Land Tawney, Backcountry Hunters and Anglers president and CEO:

“Last Congress, we were able to enact the Great American Outdoors Act and provide $900 million annually in permanent funding for the Land and Water Conservation Fund. Now we have the opportunity to complement this victory through the Recovering America’s Wildlife Act, which focuses on habitat enhancement through restoration, invasive species removal, research, watershed management, collaboration management of species across state lines, tribal lands and more.

“Today we are sending a message to state and tribal wildlife managers: Your work is critical to America’s fish and wildlife, and we are committed to providing you with the resources you need,” Tawney continued. “Representatives Dingell and Fortenberry and their allies in Congress deserve our heartfelt thanks for their tireless efforts on their behalf. We look forward to Senate members following suit and supporting the advancement of the Recovering America’s Wildlife Act.”

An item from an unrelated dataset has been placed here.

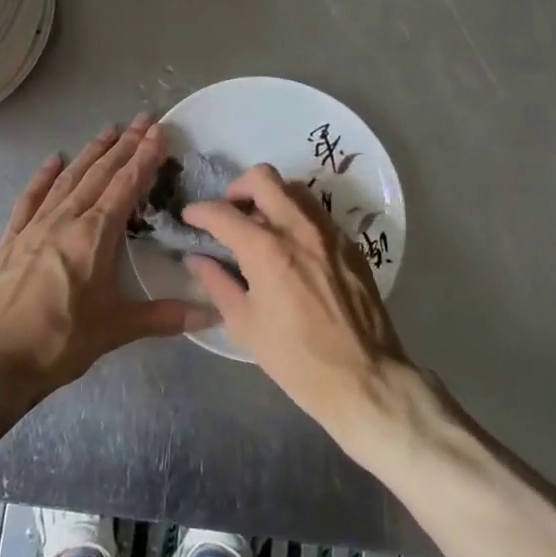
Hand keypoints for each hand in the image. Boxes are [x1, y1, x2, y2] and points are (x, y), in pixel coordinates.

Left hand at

Collin O’Mara, National Wildlife Federation president and CEO:

“America’s wildlife are in crisis. One-third of all species in the country currently face a heightened risk of extinction. This bill represents a bold, bipartisan vision for how we can recover wildlife and create jobs in every state across the nation. There is important work just waiting to be done restoring habitat, removing invasive species, stopping wildlife diseases, reducing water pollution, and mitigating the harm from climate change. This bill will put people to work today protecting our wildlife heritage for tomorrow. Representatives Dingell and Fortenberry’s steadfast leadership on this bill is a shining example of how Congress can still find common ground on conservation even in these polarized times. We’re confident the bill will be signed into law by President Biden this year.”

Elveda Martinez, Native American Fish and Wildlife Society president:

“Tribes are our nation’s first people and first conservationists with many fish and wildlife species having biological and cultural importance. The Recovering America’s Wildlife Act is monumental legislation for Tribes to protect these species and our cultural ties to them along with promoting tribal self-governance.  With the support of this legislation, the Tribes stand ready and committed to ensure that wildlife endures for all of our future generations.”

Mike Leonard, American Sportfishing Association Government Affairs Vice President:

“For generations, the sportfishing industry has taken a lead role in efforts to conserve our nation’s fish and wildlife resources by contributing to state-based conservation efforts through the Sport Fish Restoration program. The Recovering America’s Wildlife Act presents an opportunity to compliment the vital contributions of America’s recreational fishing community by providing state agencies with additional funds to proactively manage non-game species and fund conservation efforts that benefit both game and non-game species alike. The American Sportfishing Association is proud to support legislation that will continue the vital efforts begun by America’s anglers and hunters to ensure our fish and wildlife resources are conserved for future generations.”

Jeff Crane, Congressional Sportsmen’s Foundation president:

“As legislative Co-Chair of the Alliance for America’s Fish and Wildlife, I am grateful for the leadership of Representatives Dingell and Fortenberry. The reintroduction of Recovering America’s Wildlife Act represents one of the most significant investments in fish and wildlife conservation in the last two decades. This bipartisan legislation is crucial for ensuring an abundant and healthy future for our nation’s fish and wildlife.”